What needs to be done. Set down the data again word for word. Skip any pictures.

Records from a collection
══════
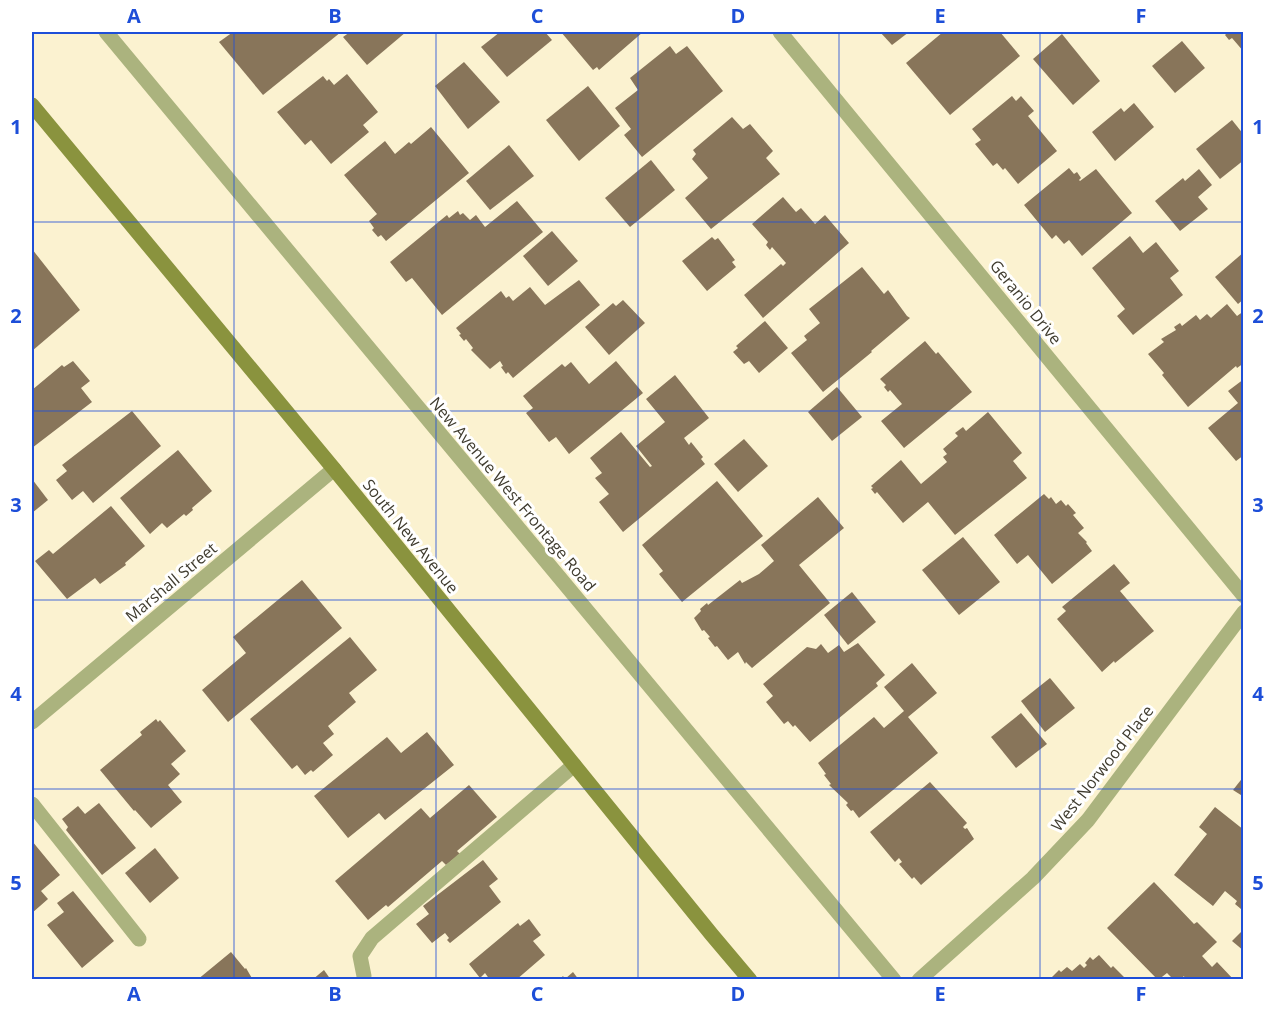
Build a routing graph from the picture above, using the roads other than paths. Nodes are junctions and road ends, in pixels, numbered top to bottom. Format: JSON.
{"nodes":[{"id":1,"x":106,"y":32,"type":"edge"},
{"id":2,"x":780,"y":32,"type":"edge"},
{"id":3,"x":36,"y":111,"type":"edge"},
{"id":4,"x":334,"y":469,"type":"junction"},
{"id":5,"x":1244,"y":596,"type":"edge"},
{"id":6,"x":1244,"y":612,"type":"edge"},
{"id":7,"x":32,"y":722,"type":"edge"},
{"id":8,"x":574,"y":765,"type":"junction"},
{"id":9,"x":32,"y":804,"type":"edge"},
{"id":10,"x":139,"y":939,"type":"dead end"},
{"id":11,"x":364,"y":976,"type":"dead end"},
{"id":12,"x":750,"y":980,"type":"edge"},
{"id":13,"x":894,"y":980,"type":"edge"},
{"id":14,"x":919,"y":980,"type":"edge"}],
"edges":[{"from":1,"to":13,"type":"street","name":"New Avenue West Frontage Road"},
{"from":2,"to":5,"type":"street","name":"Geranio Drive"},
{"from":3,"to":4,"type":"main road","name":"South New Avenue"},
{"from":4,"to":7,"type":"street","name":"Marshall Street"},
{"from":4,"to":8,"type":"main road","name":"South New Avenue"},
{"from":6,"to":14,"type":"street","name":"West Norwood Place"},
{"from":8,"to":11,"type":"street"},
{"from":8,"to":12,"type":"main road","name":"South New Avenue"},
{"from":9,"to":10,"type":"street"}]}
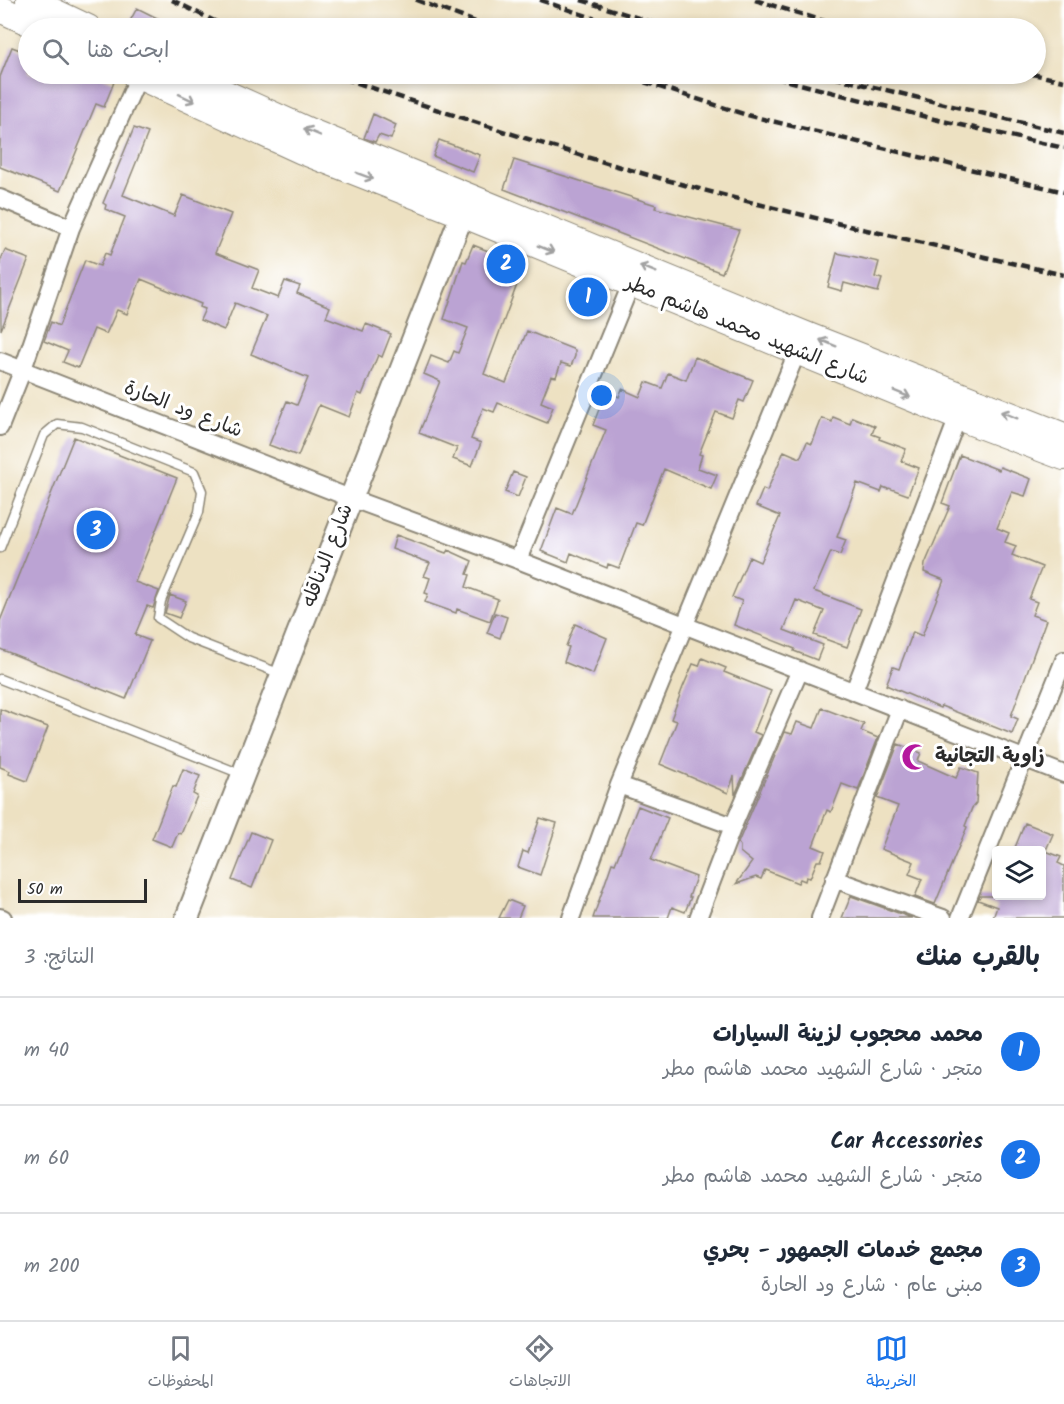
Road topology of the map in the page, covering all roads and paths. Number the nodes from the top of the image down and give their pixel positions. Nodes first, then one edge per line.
══════
Final answer.
Build a routing graph from the picture above, using the roads other than paths. Nodes are junctions and road ends, in pixels, numbered top to bottom. Format: JSON.
{"nodes":[{"id":1,"x":106,"y":32,"type":"edge"},
{"id":2,"x":780,"y":32,"type":"edge"},
{"id":3,"x":36,"y":111,"type":"edge"},
{"id":4,"x":334,"y":469,"type":"junction"},
{"id":5,"x":1244,"y":596,"type":"edge"},
{"id":6,"x":1244,"y":612,"type":"edge"},
{"id":7,"x":32,"y":722,"type":"edge"},
{"id":8,"x":574,"y":765,"type":"junction"},
{"id":9,"x":32,"y":804,"type":"edge"},
{"id":10,"x":139,"y":939,"type":"dead end"},
{"id":11,"x":364,"y":976,"type":"dead end"},
{"id":12,"x":750,"y":980,"type":"edge"},
{"id":13,"x":894,"y":980,"type":"edge"},
{"id":14,"x":919,"y":980,"type":"edge"}],
"edges":[{"from":1,"to":13,"type":"street","name":"New Avenue West Frontage Road"},
{"from":2,"to":5,"type":"street","name":"Geranio Drive"},
{"from":3,"to":4,"type":"main road","name":"South New Avenue"},
{"from":4,"to":7,"type":"street","name":"Marshall Street"},
{"from":4,"to":8,"type":"main road","name":"South New Avenue"},
{"from":6,"to":14,"type":"street","name":"West Norwood Place"},
{"from":8,"to":11,"type":"street"},
{"from":8,"to":12,"type":"main road","name":"South New Avenue"},
{"from":9,"to":10,"type":"street"}]}
Road topology of the map in the page, covering all roads and paths. Number the nodes from the top of the image down and give their pixel positions. Nodes first, then one edge per line.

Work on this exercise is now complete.